This will be my second last post about the Juno Nova mid-cycle meetup, which covers the state of play for work on the nova-network to Neutron upgrade.
First off, some background information. Neutron (formerly Quantum) was developed over a long period of time to replace nova-network, and added to the OpenStack Folsom release. The development of new features for nova-network was frozen in the Nova code base, so that users would transition to Neutron. Unfortunately the transition period took longer than expected. We ended up having to unfreeze development of nova-network, in order to fix reliability problems that were affecting our CI gating and the reliability of deployments for existing nova-network users. Also, at least two OpenStack companies were carrying significant feature patches for nova-network, which we wanted to merge into the main code base.
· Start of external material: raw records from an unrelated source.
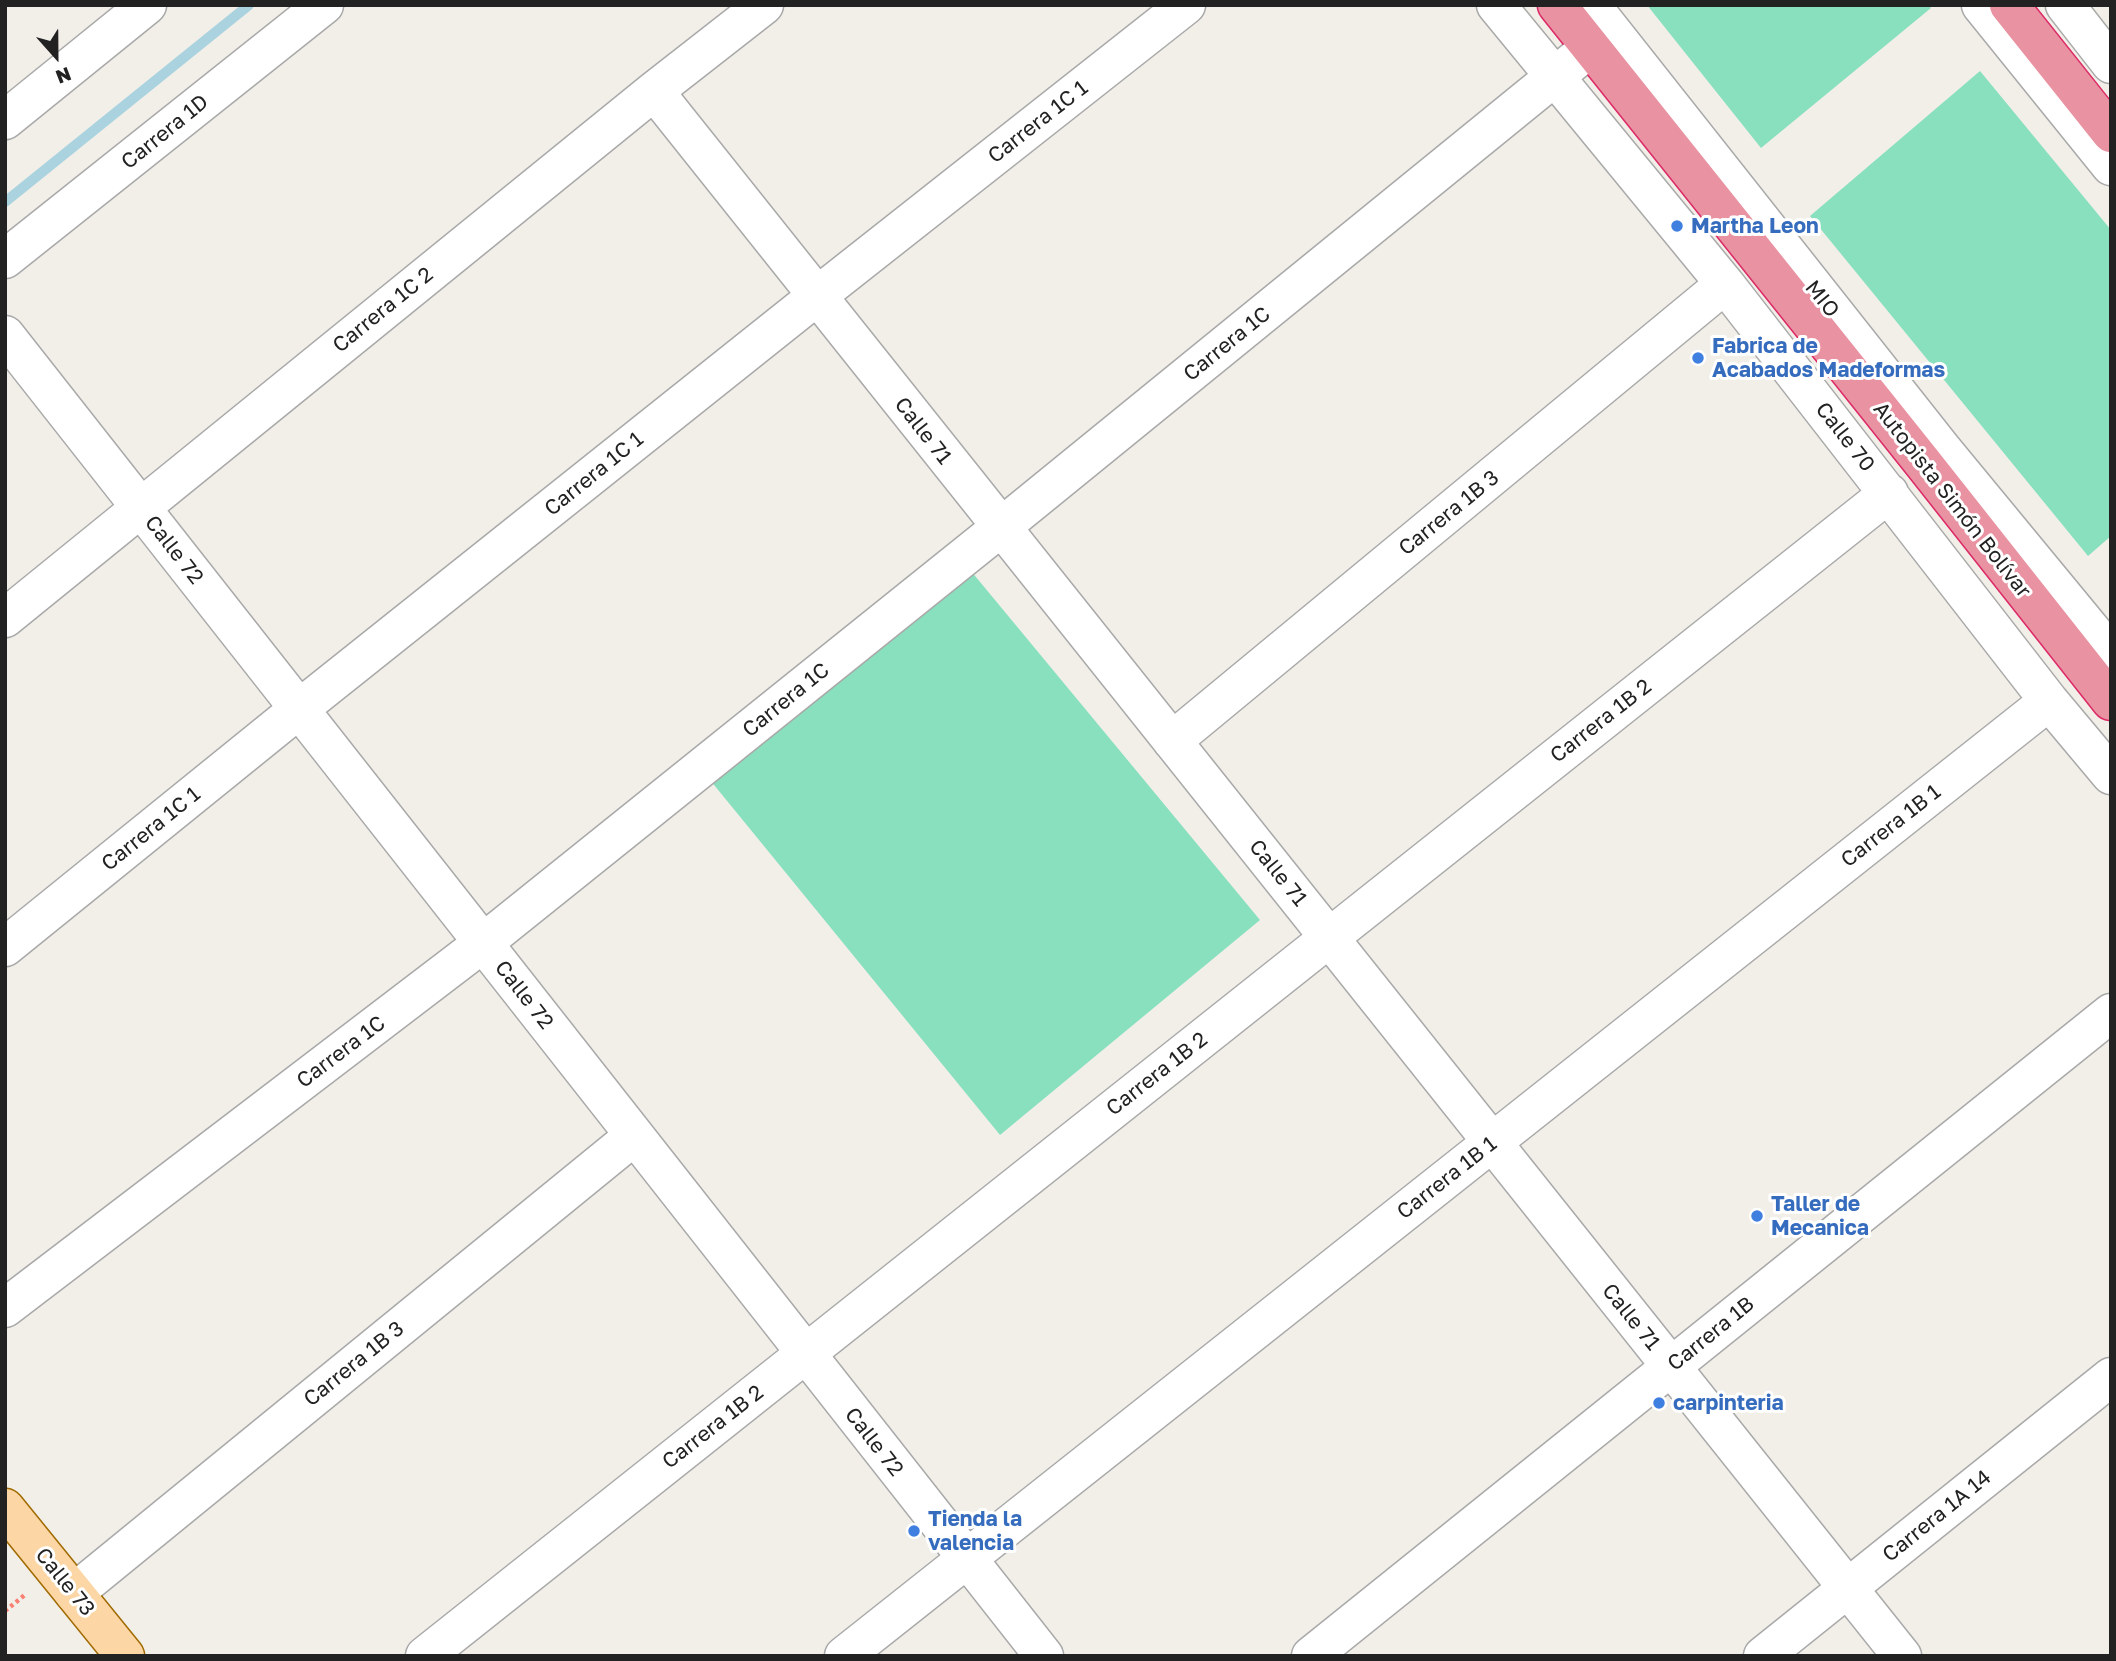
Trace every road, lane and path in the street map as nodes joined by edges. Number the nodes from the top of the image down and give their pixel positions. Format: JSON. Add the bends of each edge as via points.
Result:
{"nodes":[{"id":1,"x":147,"y":5,"type":"edge"},
{"id":2,"x":324,"y":5,"type":"edge"},
{"id":3,"x":764,"y":5,"type":"edge"},
{"id":4,"x":1186,"y":5,"type":"edge"},
{"id":5,"x":1496,"y":5,"type":"edge"},
{"id":6,"x":1557,"y":5,"type":"edge"},
{"id":7,"x":1591,"y":5,"type":"edge"},
{"id":8,"x":1981,"y":5,"type":"edge"},
{"id":9,"x":2009,"y":5,"type":"edge"},
{"id":10,"x":2074,"y":8,"type":"edge"},
{"id":11,"x":1591,"y":47,"type":"junction"},
{"id":12,"x":2111,"y":64,"type":"edge"},
{"id":13,"x":1554,"y":77,"type":"junction"},
{"id":14,"x":653,"y":91,"type":"junction"},
{"id":15,"x":5,"y":120,"type":"edge"},
{"id":16,"x":2111,"y":133,"type":"edge"},
{"id":17,"x":2111,"y":166,"type":"edge"},
{"id":18,"x":5,"y":259,"type":"edge"},
{"id":19,"x":1725,"y":285,"type":"junction"},
{"id":20,"x":817,"y":296,"type":"junction"},
{"id":21,"x":5,"y":335,"type":"edge"},
{"id":22,"x":1889,"y":493,"type":"junction"},
{"id":23,"x":141,"y":508,"type":"junction"},
{"id":24,"x":1000,"y":528,"type":"junction"},
{"id":25,"x":5,"y":618,"type":"edge"},
{"id":26,"x":2111,"y":654,"type":"edge"},
{"id":27,"x":2049,"y":701,"type":"junction"},
{"id":28,"x":2111,"y":701,"type":"edge"},
{"id":29,"x":299,"y":709,"type":"junction"},
{"id":30,"x":1172,"y":741,"type":"junction"},
{"id":31,"x":2111,"y":775,"type":"edge"},
{"id":32,"x":1329,"y":937,"type":"junction"},
{"id":33,"x":483,"y":943,"type":"junction"},
{"id":34,"x":5,"y":947,"type":"edge"},
{"id":35,"x":2111,"y":1013,"type":"edge"},
{"id":36,"x":634,"y":1136,"type":"junction"},
{"id":37,"x":1492,"y":1142,"type":"junction"},
{"id":38,"x":5,"y":1308,"type":"edge"},
{"id":39,"x":806,"y":1353,"type":"junction"},
{"id":40,"x":1671,"y":1366,"type":"junction"},
{"id":41,"x":2111,"y":1377,"type":"edge"},
{"id":42,"x":5,"y":1508,"type":"edge"},
{"id":43,"x":966,"y":1559,"type":"junction"},
{"id":44,"x":1848,"y":1588,"type":"junction"},
{"id":45,"x":74,"y":1592,"type":"junction"},
{"id":46,"x":125,"y":1656,"type":"edge"},
{"id":47,"x":425,"y":1656,"type":"edge"},
{"id":48,"x":844,"y":1656,"type":"edge"},
{"id":49,"x":1044,"y":1656,"type":"edge"},
{"id":50,"x":1311,"y":1656,"type":"edge"},
{"id":51,"x":1763,"y":1656,"type":"edge"},
{"id":52,"x":1902,"y":1656,"type":"edge"}],
"edges":[{"from":1,"to":15,"type":"street"},
{"from":2,"to":18,"type":"street","name":"Carrera 1D"},
{"from":3,"to":14,"type":"street","name":"Carrera 1C 2"},
{"from":4,"to":20,"type":"street","name":"Carrera 1C 1"},
{"from":5,"to":13,"type":"street","name":"Calle 70"},
{"from":6,"to":11,"type":"highway","name":"Autopista Simón Bolívar"},
{"from":7,"to":26,"type":"street","name":"MIO","via":[[1915,416]]},
{"from":8,"to":17,"type":"street"},
{"from":9,"to":16,"type":"highway"},
{"from":10,"to":12,"type":"street"},
{"from":11,"to":13,"type":"street","name":"Carrera 1C"},
{"from":11,"to":28,"type":"highway","name":"Autopista Simón Bolívar"},
{"from":13,"to":19,"type":"street","name":"Calle 70"},
{"from":13,"to":24,"type":"street","name":"Carrera 1C"},
{"from":14,"to":20,"type":"street","name":"Calle 71"},
{"from":14,"to":23,"type":"street","name":"Carrera 1C 2"},
{"from":19,"to":22,"type":"street","name":"Calle 70"},
{"from":19,"to":30,"type":"street","name":"Carrera 1B 3"},
{"from":20,"to":24,"type":"street","name":"Calle 71"},
{"from":20,"to":29,"type":"street","name":"Carrera 1C 1"},
{"from":21,"to":23,"type":"street","name":"Calle 72"},
{"from":22,"to":27,"type":"street","name":"Calle 70"},
{"from":22,"to":32,"type":"street","name":"Carrera 1B 2"},
{"from":23,"to":25,"type":"street","name":"Carrera 1C 2"},
{"from":23,"to":29,"type":"street","name":"Calle 72"},
{"from":24,"to":30,"type":"street","name":"Calle 71"},
{"from":24,"to":33,"type":"street","name":"Carrera 1C"},
{"from":27,"to":31,"type":"street","name":"Calle 70"},
{"from":27,"to":37,"type":"street","name":"Carrera 1B 1"},
{"from":29,"to":33,"type":"street","name":"Calle 72"},
{"from":29,"to":34,"type":"street","name":"Carrera 1C 1"},
{"from":30,"to":32,"type":"street","name":"Calle 71"},
{"from":32,"to":37,"type":"street","name":"Calle 71"},
{"from":32,"to":39,"type":"street","name":"Carrera 1B 2"},
{"from":33,"to":36,"type":"street","name":"Calle 72"},
{"from":33,"to":38,"type":"street","name":"Carrera 1C"},
{"from":35,"to":40,"type":"street","name":"Carrera 1B"},
{"from":36,"to":39,"type":"street","name":"Calle 72"},
{"from":36,"to":45,"type":"street","name":"Carrera 1B 3"},
{"from":37,"to":40,"type":"street","name":"Calle 71"},
{"from":37,"to":43,"type":"street","name":"Carrera 1B 1"},
{"from":39,"to":43,"type":"street","name":"Calle 72"},
{"from":39,"to":47,"type":"street","name":"Carrera 1B 2"},
{"from":40,"to":44,"type":"street","name":"Calle 71"},
{"from":40,"to":50,"type":"street","name":"Carrera 1B"},
{"from":41,"to":44,"type":"street","name":"Carrera 1A 14"},
{"from":42,"to":45,"type":"main road","name":"Calle 73"},
{"from":43,"to":48,"type":"street","name":"Carrera 1B 1"},
{"from":43,"to":49,"type":"street","name":"Calle 72"},
{"from":44,"to":51,"type":"street","name":"Carrera 1A 14"},
{"from":44,"to":52,"type":"street","name":"Calle 71"},
{"from":45,"to":46,"type":"main road","name":"Calle 73"}]}
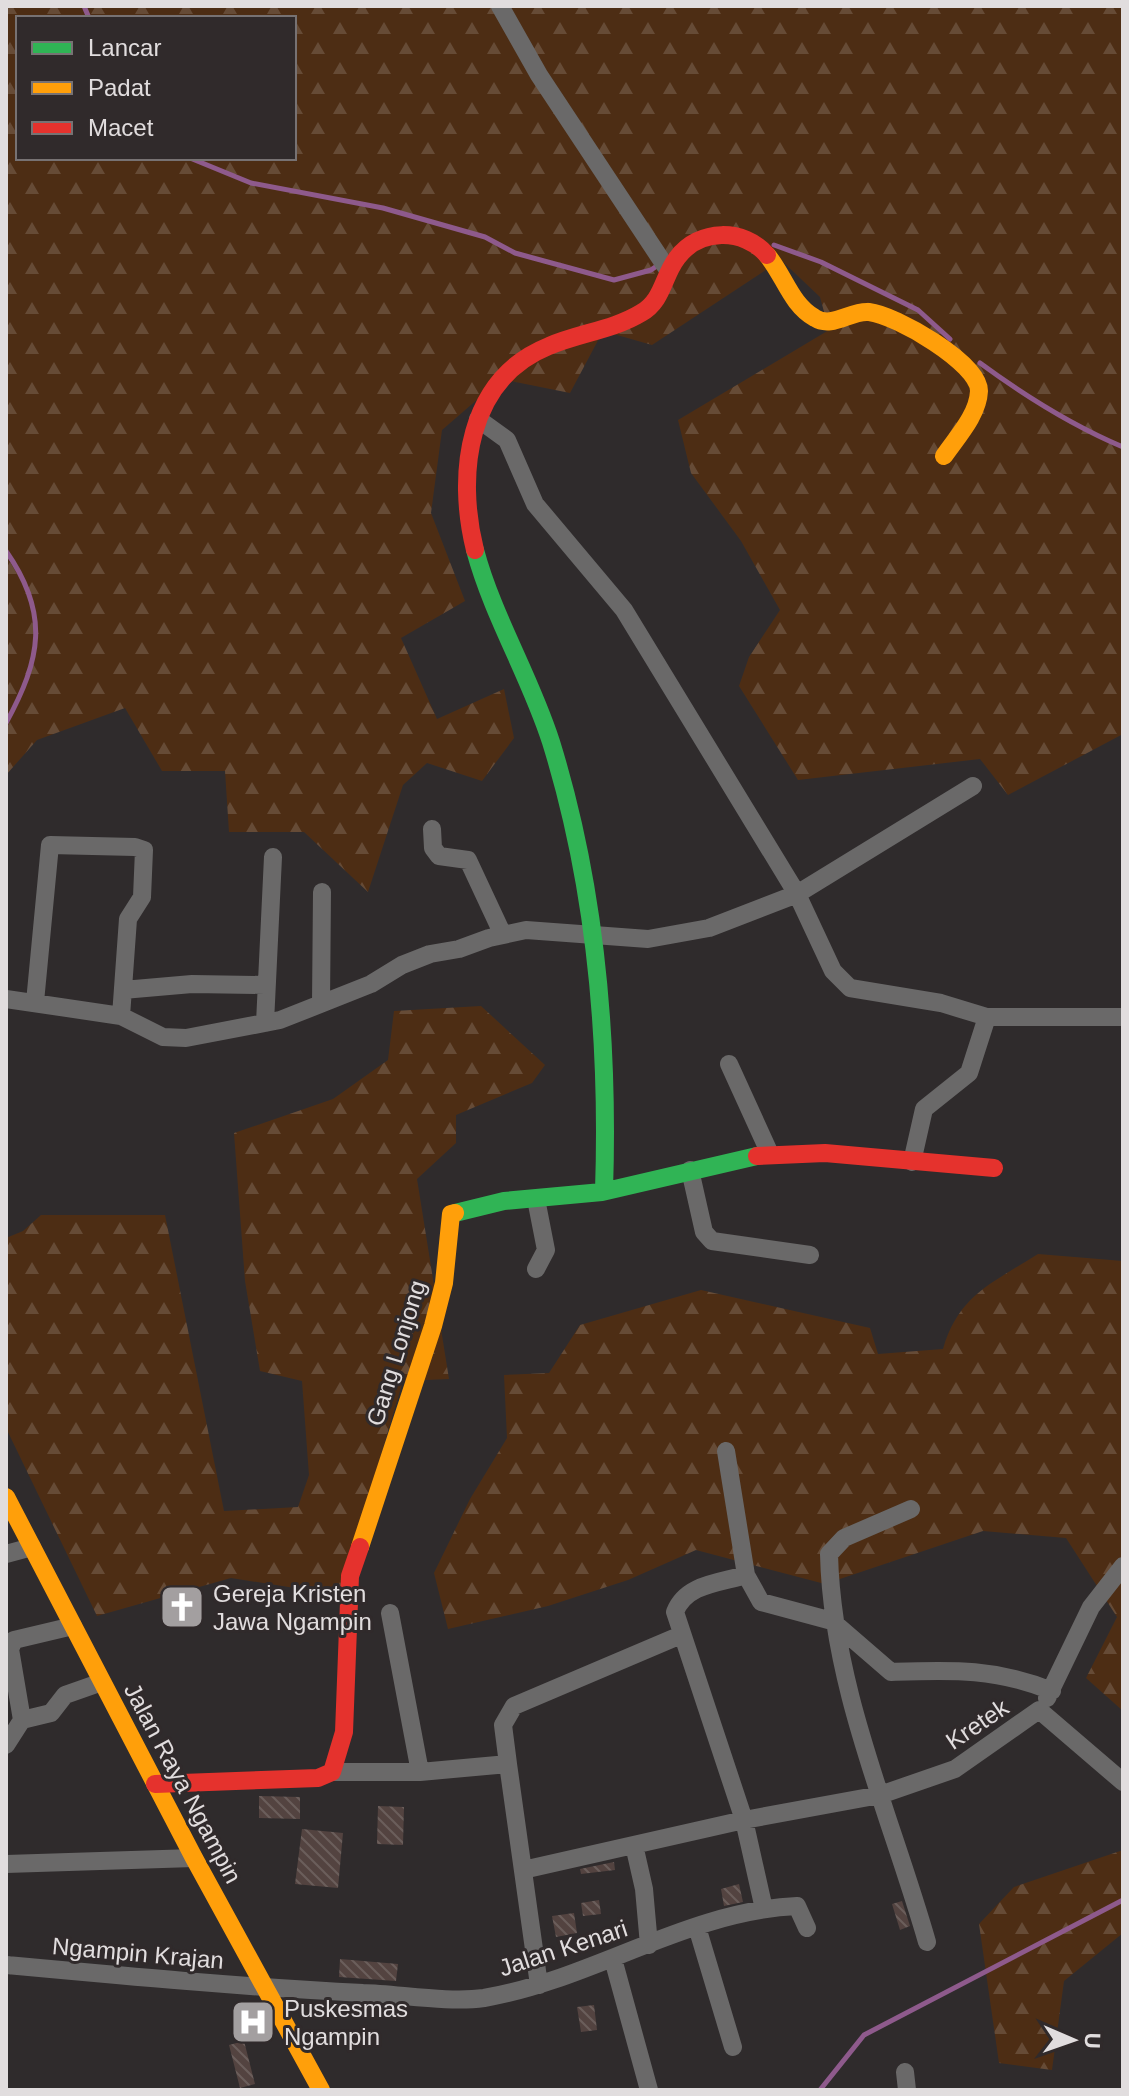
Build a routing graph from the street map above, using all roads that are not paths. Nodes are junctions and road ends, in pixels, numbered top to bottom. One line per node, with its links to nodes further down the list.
1 (500, 6): 2 (street)
2 (664, 262): 3 (street); 4 (street)
3 (478, 419): 9 (street); 11 (street)
4 (944, 456)
5 (973, 786): 9 (street)
6 (432, 829): 10 (street)
7 (273, 857): 12 (street)
8 (322, 892): 16 (street)
9 (797, 894): 11 (street); 18 (street)
10 (503, 935): 11 (street); 16 (street)
11 (591, 936): 26 (street)
12 (265, 985): 13 (street); 20 (street)
13 (123, 990): 15 (street); 17 (street)
14 (6, 999): 15 (street)
15 (35, 1002): 17 (street)
16 (315, 1005): 20 (street)
17 (121, 1016): 20 (street)
18 (987, 1017): 19 (street); 23 (street)
19 (1123, 1017)
20 (265, 1023)
21 (729, 1064): 22 (street)
22 (770, 1154): 23 (street, Gang Lonjong); 25 (street, Gang Lonjong)
23 (912, 1162): 24 (street, Gang Lonjong)
24 (994, 1168)
25 (690, 1170): 26 (street, Gang Lonjong); 28 (street)
26 (604, 1191): 27 (street, Gang Lonjong)
27 (536, 1199): 29 (street); 48 (street, Gang Lonjong)
28 (810, 1255)
29 (536, 1269)
30 (726, 1451): 36 (street)
31 (6, 1497): 33 (street, Jalan Raya Ngampin)
32 (911, 1509): 38 (street)
33 (32, 1547): 34 (street); 39 (street, Jalan Raya Ngampin)
34 (6, 1554)
35 (1123, 1566): 43 (street)
36 (746, 1575): 38 (street); 40 (street)
37 (390, 1613): 49 (street)
38 (832, 1621): 43 (street); 52 (street)
39 (73, 1626): 41 (street); 42 (street, Jalan Raya Ngampin)
40 (681, 1635): 47 (street); 53 (street)
41 (11, 1682): 45 (street)
42 (102, 1682): 45 (street); 51 (street, Jalan Raya Ngampin)
43 (1052, 1691): 44 (street)
44 (1039, 1710): 50 (street, Kretek); 52 (street, Kretek)
45 (22, 1720): 46 (street)
46 (6, 1745)
47 (508, 1764): 49 (street); 57 (street)
48 (332, 1772): 49 (street); 51 (street)
49 (420, 1772)
50 (1123, 1782)
51 (155, 1784): 55 (street, Jalan Raya Ngampin)
52 (880, 1795): 53 (street, Kretek); 61 (street)
53 (744, 1820): 54 (street, Kretek); 58 (street)
54 (634, 1845): 57 (street, Kretek); 62 (street)
55 (194, 1858): 56 (street); 66 (street, Jalan Raya Ngampin)
56 (6, 1864)
57 (523, 1870): 65 (street)
58 (764, 1909): 59 (street, Jalan Kenari); 60 (street, Jalan Kenari)
59 (697, 1927): 62 (street, Jalan Kenari); 67 (street)
60 (807, 1928)
61 (927, 1942)
62 (649, 1945): 63 (street, Jalan Kenari)
63 (613, 1959): 65 (street, Jalan Kenari); 69 (street)
64 (6, 1965): 66 (street, Ngampin Krajan)
65 (539, 1985): 66 (street, Jalan Kenari)
66 (265, 1988): 68 (street, Jalan Raya Ngampin)
67 (733, 2047)
68 (321, 2090)
69 (649, 2090)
You can see the announcement at http://lists.openstack.org/pipermail/openstack-dev/2014-January/025824.html. The main enhancements post-freeze were a conversion to use our new objects infrastructure (and therefore conductor), as well as features that were being developed by Nebula. I can’t find any contributions from the other OpenStack company in the code base at this time, so I assume they haven’t been proposed.
The nova-network to Neutron migration path has come to the attention of the OpenStack Technical Committee, who have asked for a more formal plan to address Neutron feature gaps and deprecate nova-network. That plan is tracked at https://wiki.openstack.org/wiki/Governance/TechnicalCommittee/Neutron_Gap_Coverage. As you can see, there are still some things to be merged which are targeted for juno-3. At the time of writing this includes grenade testing; Neutron being the devstack default; a replacement for nova-network multi-host; a migration plan; and some documentation. They are all making good progress, but until these action items are completed, Nova can’t start the process of deprecating nova-network.
The discussion at the Nova mid-cycle meetup was around the migration planning item in the plan. There is a Nova specification that outlines one possible plan for live upgrading instances (i.e, no instance downtime) at https://review.openstack.org/#/c/101921/, but this will probably now be replaced with a simpler migration path involving cold migrations. This is prompted by not being able to find a user that absolutely has to have live upgrade. There was some confusion, because of a belief that the TC was requiring a live upgrade plan. But as Russell Bryant says in the meetup etherpad:
“Note that the TC has made no such statement on migration expectations other than a migration path must exist, both projects must agree on the plan, and that plan must be submitted to the TC as a part of the project’s graduation review (or project gap review in this case). I wouldn’t expect the TC to make much of a fuss about the plan if both Nova and Neutron teams are in agreement.”
The current plan is to go forward with a cold upgrade path, unless a user comes forward with an absolute hard requirement for a live upgrade, and a plan to fund developers to work on it.
At this point, it looks like we are on track to get all of the functionality we need from Neutron in the Juno release. If that happens, we will start the nova-network deprecation timer in Kilo, with my expectation being that nova-network would be removed in the “M” release. There is also an option to change the default networking implementation to Neutron before the deprecation of nova-network is complete, which will mean that new deployments are defaulting to the long term supported option.
In the next (and probably final) post in this series, I’ll talk about the API formerly known as Nova API v3.